Tracée avant d’être construite

Bruno Queysanne Professeur d'histoire et de philosophie à l'école d'architecture de Grenoble et à l'EAC

Bruno Queysanne
Professeur d’histoire et de philosophie à l’école d’architecture de Grenoble et à l’EAC

Selon Bruno Queysanne, Prost avait dessiné en 1914 un réseau de voies dont l’ampleur dépassait largement les nécessités du premier établissement de la future ville nouvelle Casablancaise. Pas seulement le dessin tracé sur le papier, mais aussi le tracé sur le sol et l’implantation des équipements. C’est la raison pour laquelle, l’actuelle métropole a toujours été en avance sur elle-même. L’auteur préconise de libérer son développement urbain de la domination du schème radioconcentrique, rayonnant, continu, hiérarchisant centre et périphérie, pour faire durer la forme urbaine initiale.

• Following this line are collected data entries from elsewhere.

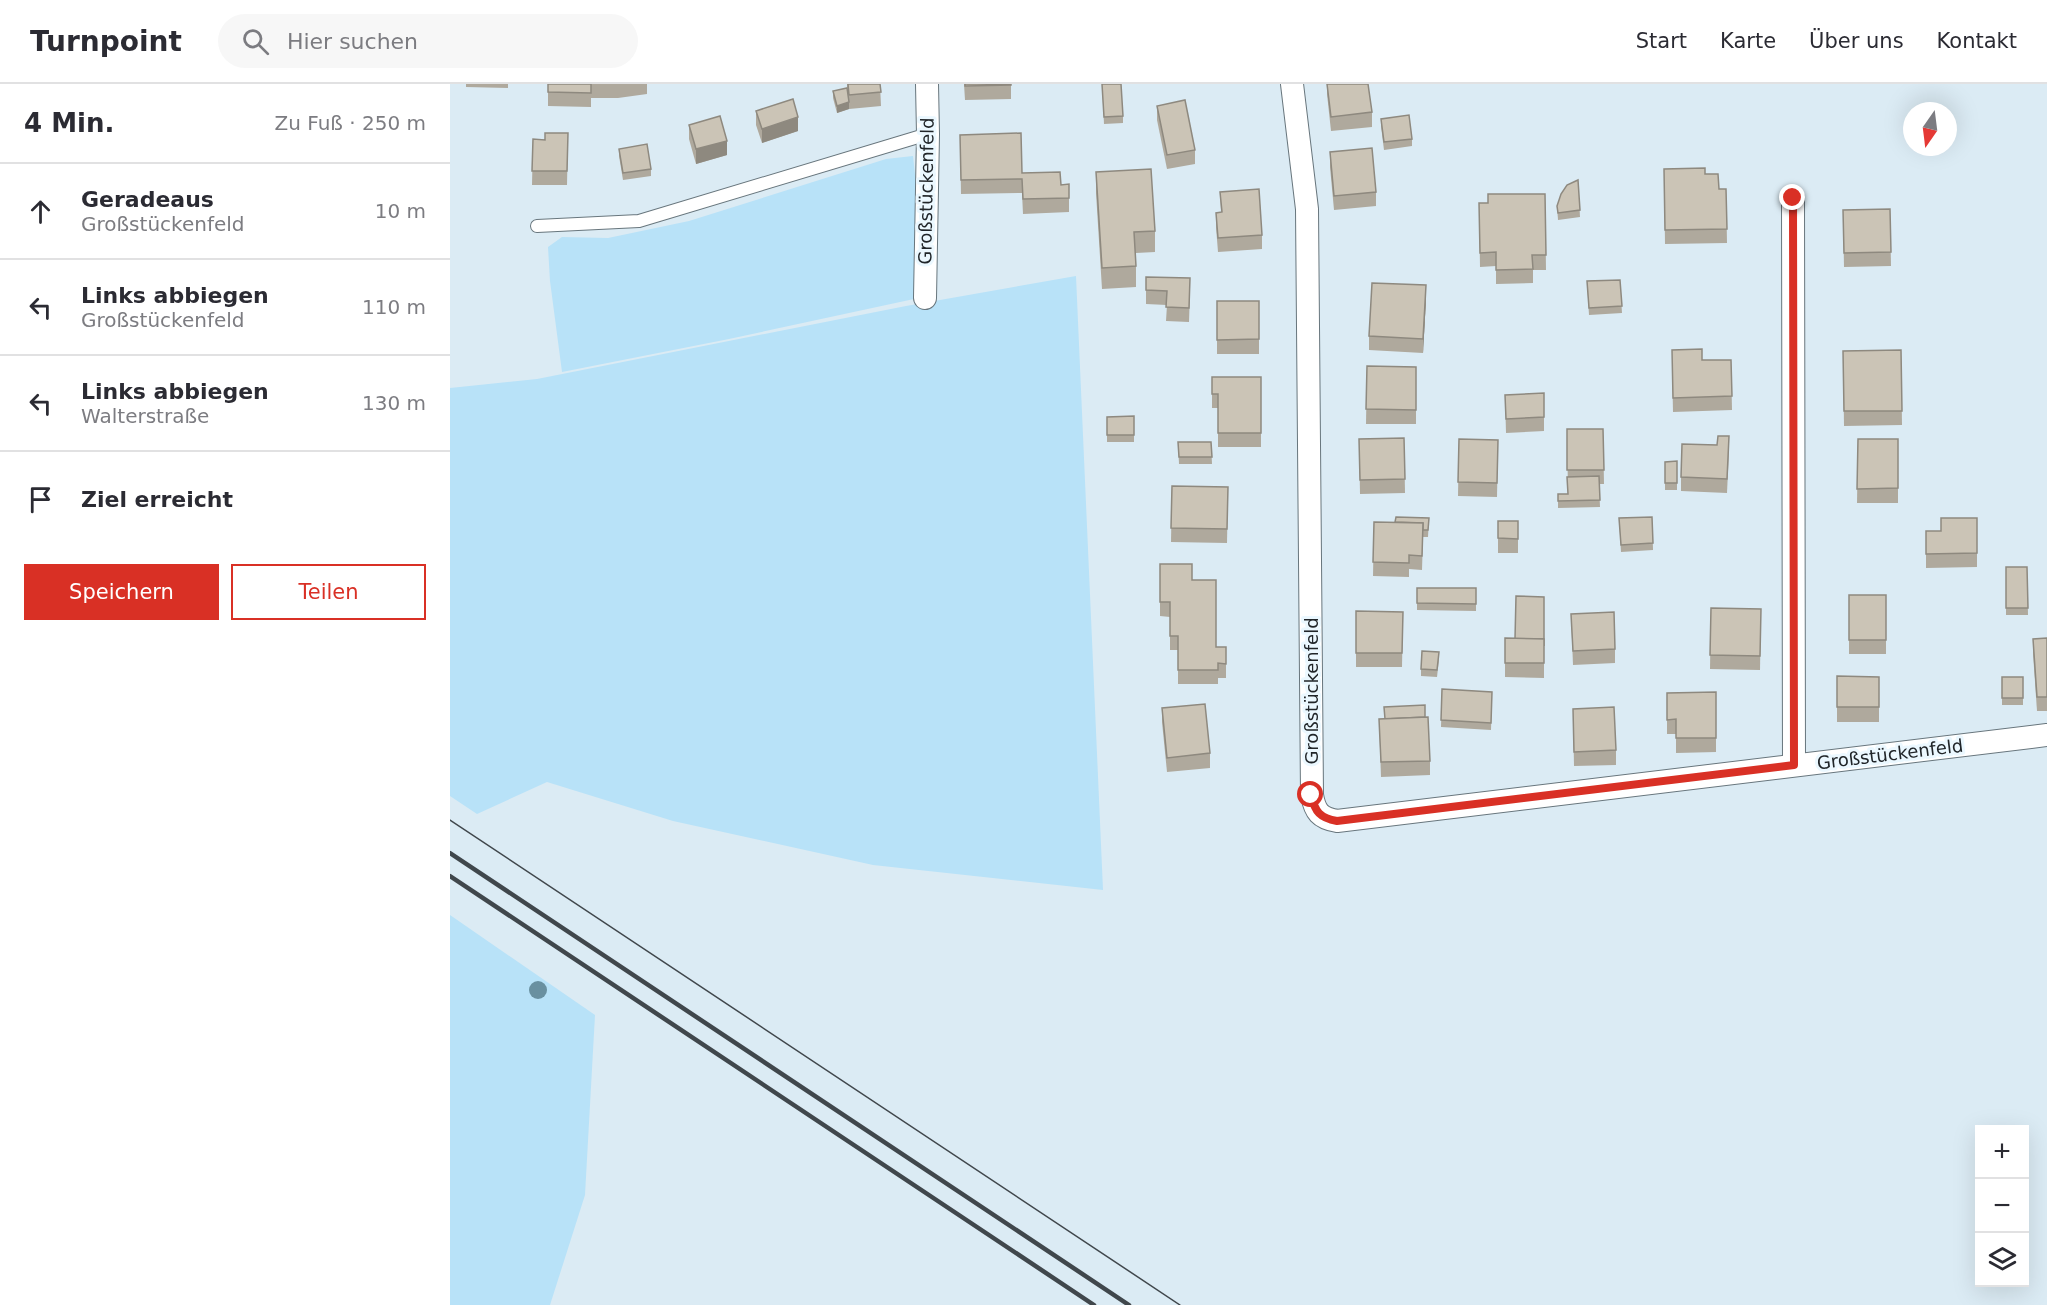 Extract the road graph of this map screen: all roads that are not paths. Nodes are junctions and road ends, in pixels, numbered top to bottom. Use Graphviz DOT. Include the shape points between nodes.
graph roads {
  1 [pos="927,84"];
  2 [pos="1292,84"];
  3 [pos="928,134"];
  4 [pos="1793,198"];
  5 [pos="537,226"];
  6 [pos="925,297"];
  7 [pos="2047,735"];
  8 [pos="1794,765"];
  1 -- 3 [label="street, Großstückenfeld"];
  2 -- 8 [label="street, Großstückenfeld" via="1307,209 1311,795 1318,814 1337,821"];
  3 -- 5 [label="lane" via="639,221"];
  3 -- 6 [label="street, Großstückenfeld"];
  4 -- 8 [label="street"];
  7 -- 8 [label="street, Großstückenfeld"];
}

Une remarque préalable : pourquoi les villes d’Afrique sont-elles si peu présentes dans la pensée urbaine contemporaine? Lagos eut son heure de gloire avec Rem Koolhaas, mais depuis, son intérêt s’est déplacé vers l’Asie. Le Caire continue d’être la grande ville pauvre et chaotique. Alger est oubliée depuis l’effacement des projets de Le Corbusier. Reste Casablanca, sortie de l’ombre par le succès du livre de Monique Eleb et Jean-Louis Cohen, publié en 1998, et dont nous proposons de considérer la forme urbaine en un modeste effort de rendre justice à cette expérience urbaine africaine de la « grande ville » marocaine, aujourd’hui presque centenaire.

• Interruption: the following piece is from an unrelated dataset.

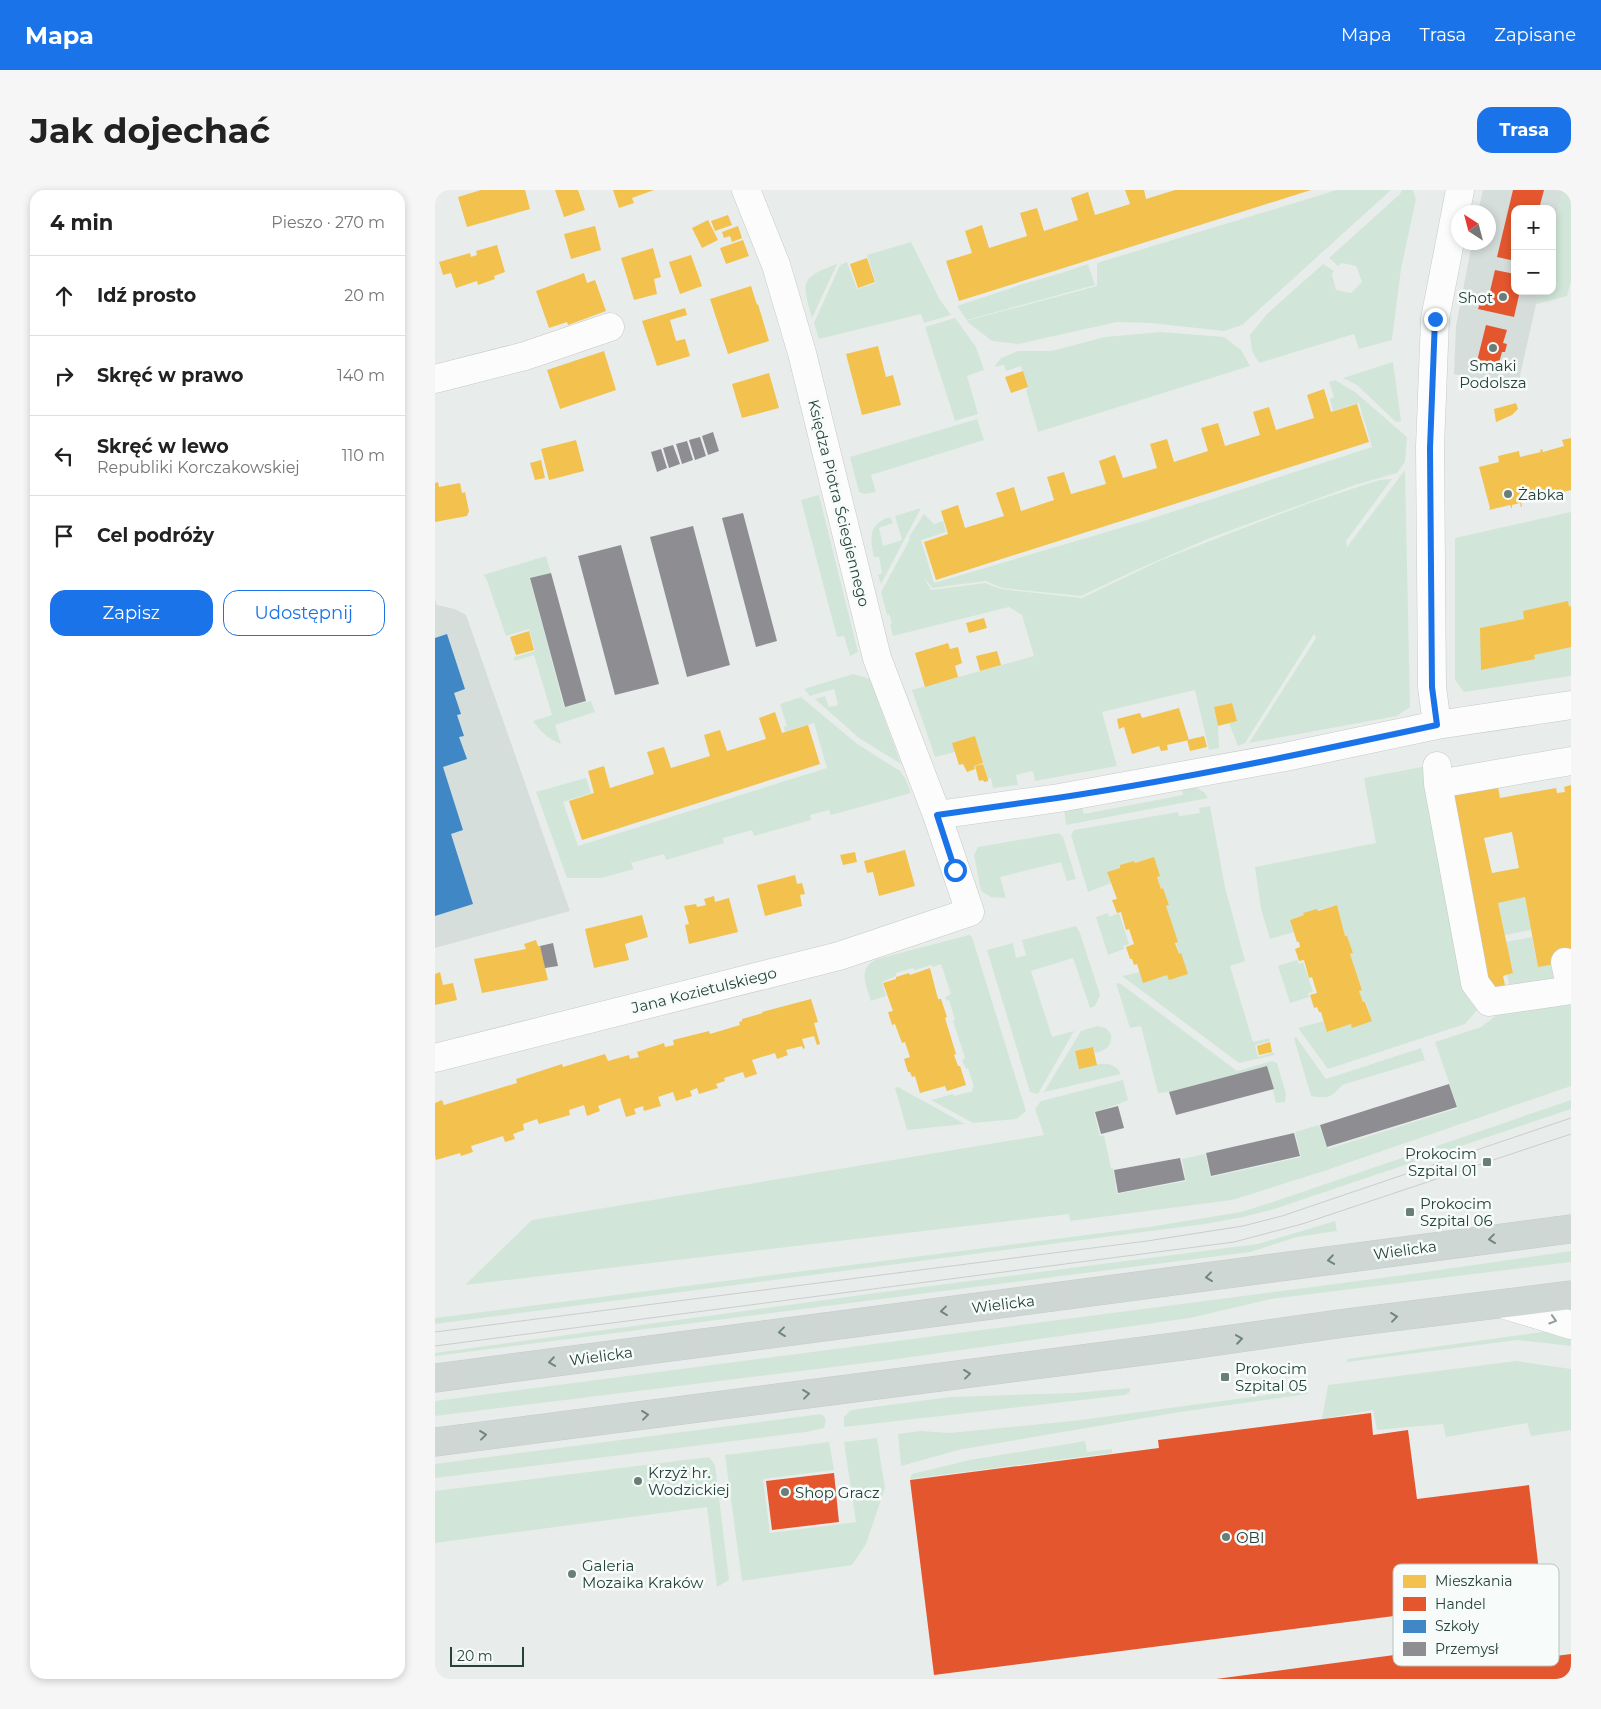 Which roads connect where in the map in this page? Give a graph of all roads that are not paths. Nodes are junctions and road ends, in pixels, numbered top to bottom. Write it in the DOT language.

Place des Nations Unies, Casablanca

Place des Nations Unies, Casablanca

Casablanca est une ville nouvelle conçue par le protectorat français au début du XXème siècle, sous la houlette du maréchal Lyautey et selon le projet d’Henri Prost, dont les grandes lignes étaient arrêtées à la fin de 1914. Avant la ville nouvelle, il y avait, sur cette portion de la côte Atlantique, une petite ville portuaire fortifiée d’une vingtaine de milliers d’habitants, que l’on connaissait jusqu’au XVIème siècle sous le nom d’Anfa et qui portait le nom de Dar el Beida, Maison Blanche, après que Portugais et Espagnols l’aient rebaptisée Casablanca, aujourd’hui adopté par le monde entier. Dès le début du XXème siècle, un développement « hors les murs » avait commencé de façon anarchique en multipliant des lotissements sauvages au petit bonheur de la spéculation foncière. On en était au point que, fin 1913, une manifestation, drapeau rouge chérifien en tête, était venue, devant les services municipaux, réclamer « UN PLAN DE VILLE », comme le raconte Prost dans ses mémoires. Quelle autre ville au monde peut se vanter d’avoir vu son plan désiré par sa population ?

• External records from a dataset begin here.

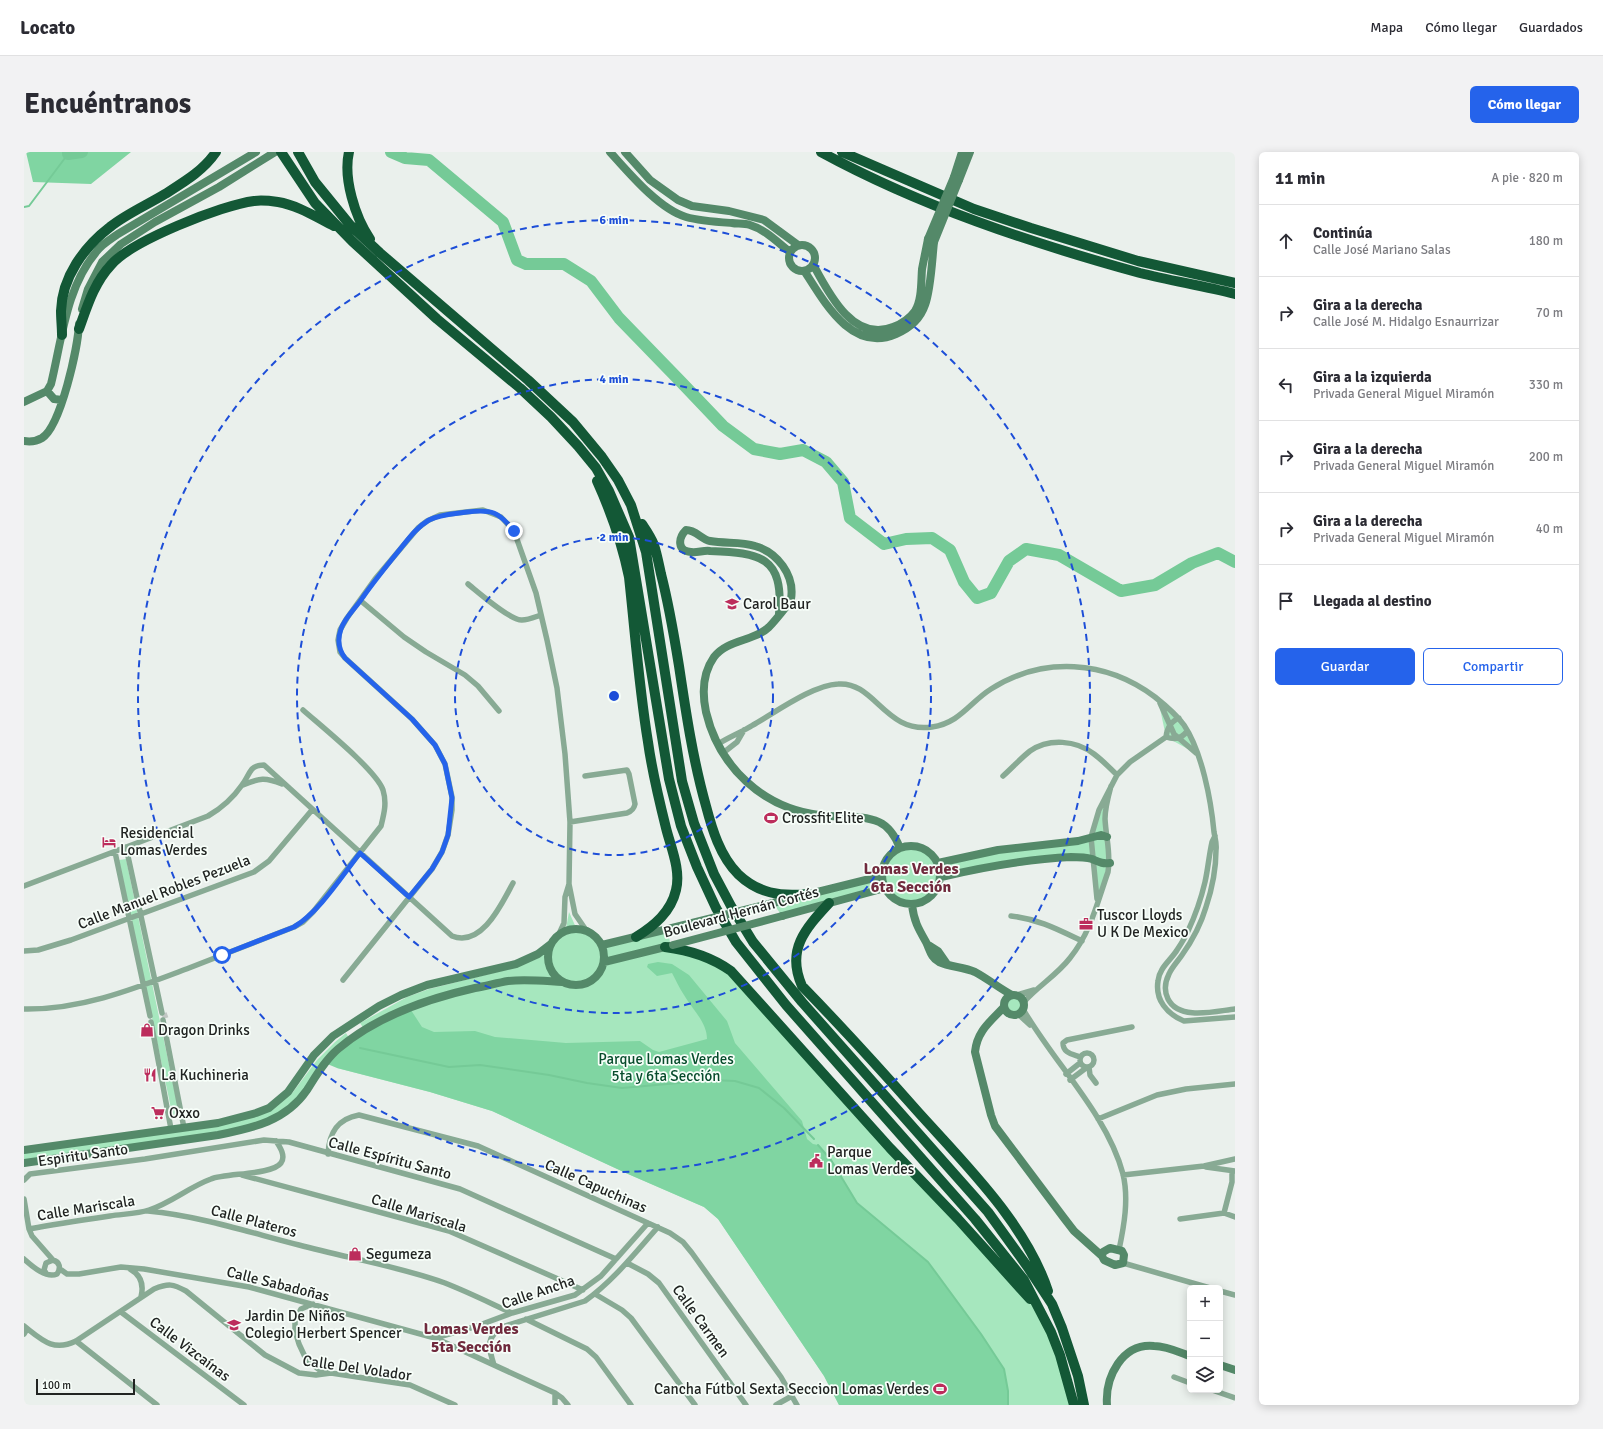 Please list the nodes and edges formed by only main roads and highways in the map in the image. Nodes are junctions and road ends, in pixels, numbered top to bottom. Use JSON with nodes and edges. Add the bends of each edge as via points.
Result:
{"nodes":[{"id":1,"x":216,"y":152,"type":"edge"},
{"id":2,"x":281,"y":152,"type":"edge"},
{"id":3,"x":298,"y":152,"type":"edge"},
{"id":4,"x":349,"y":152,"type":"edge"},
{"id":5,"x":820,"y":152,"type":"edge"},
{"id":6,"x":842,"y":152,"type":"edge"},
{"id":7,"x":338,"y":228,"type":"junction"},
{"id":8,"x":380,"y":252,"type":"junction"},
{"id":9,"x":1235,"y":283,"type":"edge"},
{"id":10,"x":1235,"y":294,"type":"edge"},
{"id":11,"x":79,"y":329,"type":"road end"},
{"id":12,"x":62,"y":335,"type":"road end"},
{"id":13,"x":578,"y":446,"type":"junction"},
{"id":14,"x":631,"y":505,"type":"junction"},
{"id":15,"x":807,"y":894,"type":"road end"},
{"id":16,"x":829,"y":903,"type":"road end"},
{"id":17,"x":636,"y":937,"type":"road end"},
{"id":18,"x":669,"y":946,"type":"road end"},
{"id":19,"x":1052,"y":1304,"type":"junction"},
{"id":20,"x":1040,"y":1310,"type":"junction"},
{"id":21,"x":1074,"y":1405,"type":"edge"},
{"id":22,"x":1084,"y":1405,"type":"edge"}],
"edges":[{"from":1,"to":12,"type":"highway","via":[[208,164],[183,183],[110,227],[86,249],[74,265],[65,287],[61,310]]},
{"from":2,"to":7,"type":"highway","via":[[315,203]]},
{"from":3,"to":8,"type":"highway","via":[[315,182],[337,210]]},
{"from":4,"to":8,"type":"highway","via":[[349,188],[367,234]]},
{"from":5,"to":10,"type":"highway","via":[[911,196],[1025,237],[1141,273]]},
{"from":6,"to":9,"type":"highway","via":[[974,209],[1031,228],[1138,261]]},
{"from":7,"to":11,"type":"highway","via":[[300,208],[279,202],[254,201],[226,208],[140,243],[111,264],[96,285]]},
{"from":7,"to":13,"type":"highway","via":[[437,319],[520,388]]},
{"from":8,"to":14,"type":"highway","via":[[573,422],[602,457]]},
{"from":13,"to":17,"type":"highway","via":[[592,469],[612,515],[623,552],[630,584],[648,743],[657,793],[677,873],[676,890],[666,911],[656,924]]},
{"from":13,"to":20,"type":"highway","via":[[596,468],[609,491],[629,537],[669,779],[681,826],[716,908],[736,942],[786,1005],[1013,1265],[1030,1289]]},
{"from":14,"to":15,"type":"highway","via":[[653,544],[671,614],[698,779],[718,843],[728,862],[747,882],[778,895]]},
{"from":14,"to":19,"type":"highway","via":[[646,552],[682,781],[714,874],[753,942],[802,1002],[988,1212]]},
{"from":16,"to":19,"type":"highway","via":[[812,922],[796,950],[796,969],[802,986],[963,1161],[1012,1220],[1042,1272]]},
{"from":18,"to":20,"type":"highway","via":[[705,956],[731,970],[890,1148]]},
{"from":19,"to":22,"type":"highway","via":[[1078,1376]]},
{"from":20,"to":21,"type":"highway","via":[[1060,1355]]}]}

Casablanca, il y a presque cent ans

Casablanca, il y a presque cent ans

Selon les vœux de Lyautey, la nouvelle ville ne devait ni perturber ni affaiblir la ville ancienne. Ce « développement séparé » de la ville nouvelle européenne et de la ville indigène ancienne, que Janet Abu-Lighod a dénommé « apartheid » à la française, eut pour conséquence que, dès le départ, Casablanca se distingue et se tient à distance, autant socialement que spatialement, de Dar el Beida. La ville va connaitre un processus de croissance qui se différencie du processus habituel, à savoir le développement d’un premier noyau qui, étouffant dans sa première enceinte, repousse les limites de son empire sur le territoire par une succession de cercles concentriques, par une suite de faubourgs bientôt intégrés au bourg agrandi. Ce modèle de croissance rayonnante et continue à partir d’un centre, et dont Paris est l’exemple presque parfait, n’est pas du tout celui que va connaître Casablanca. Dès le début de cette expérience urbaine, Prost va proposer un schéma en grille souple épousant le mouvement de la côte Atlantique et ne s’appuyant aucunement sur la ville ancienne, qui ne joue pas le rôle de foyer générateur du plan.

En outre Prost dessine un réseau de voies dont l’ampleur dépasse de beaucoup les nécessités du premier établissement de la ville nouvelle. Ce n’est pas seulement le dessin tracé sur le papier qui va au-delà du projet de ville de 1914, mais le tracé sur le sol qui ne coïncide pas avec les premiers morceaux de ville effectivement construits.

Le tracé de la ville est aussi paysager

Le tracé de la ville est aussi paysager

Parce que la ville se développe à distance d’elle-même, on voit que la gare de chemin de fer se tient à bonne distance des services municipaux, le palais du Sultan et la nouvelle médina, avec son célèbre quartier des Habous, s’installent loin de l’ancienne médina comme des quartiers résidentiels européens, mais dans le voisinage du grand équipement qu’est le lycée Lyautey, aujourd’hui Mohamed V. Que ce soit pour des raisons de politique coloniale ou pour des logiques de projet, le plan de Casablanca se disperse dès l’origine en un archipel d’îlots urbains. Cette dispersion des centres d’intérêt nécessite la mise en place d’un réseau de voies de circulation capable d’assurer la cohésion de cette diaspora urbaine. Casablanca devient une ville de boulevards.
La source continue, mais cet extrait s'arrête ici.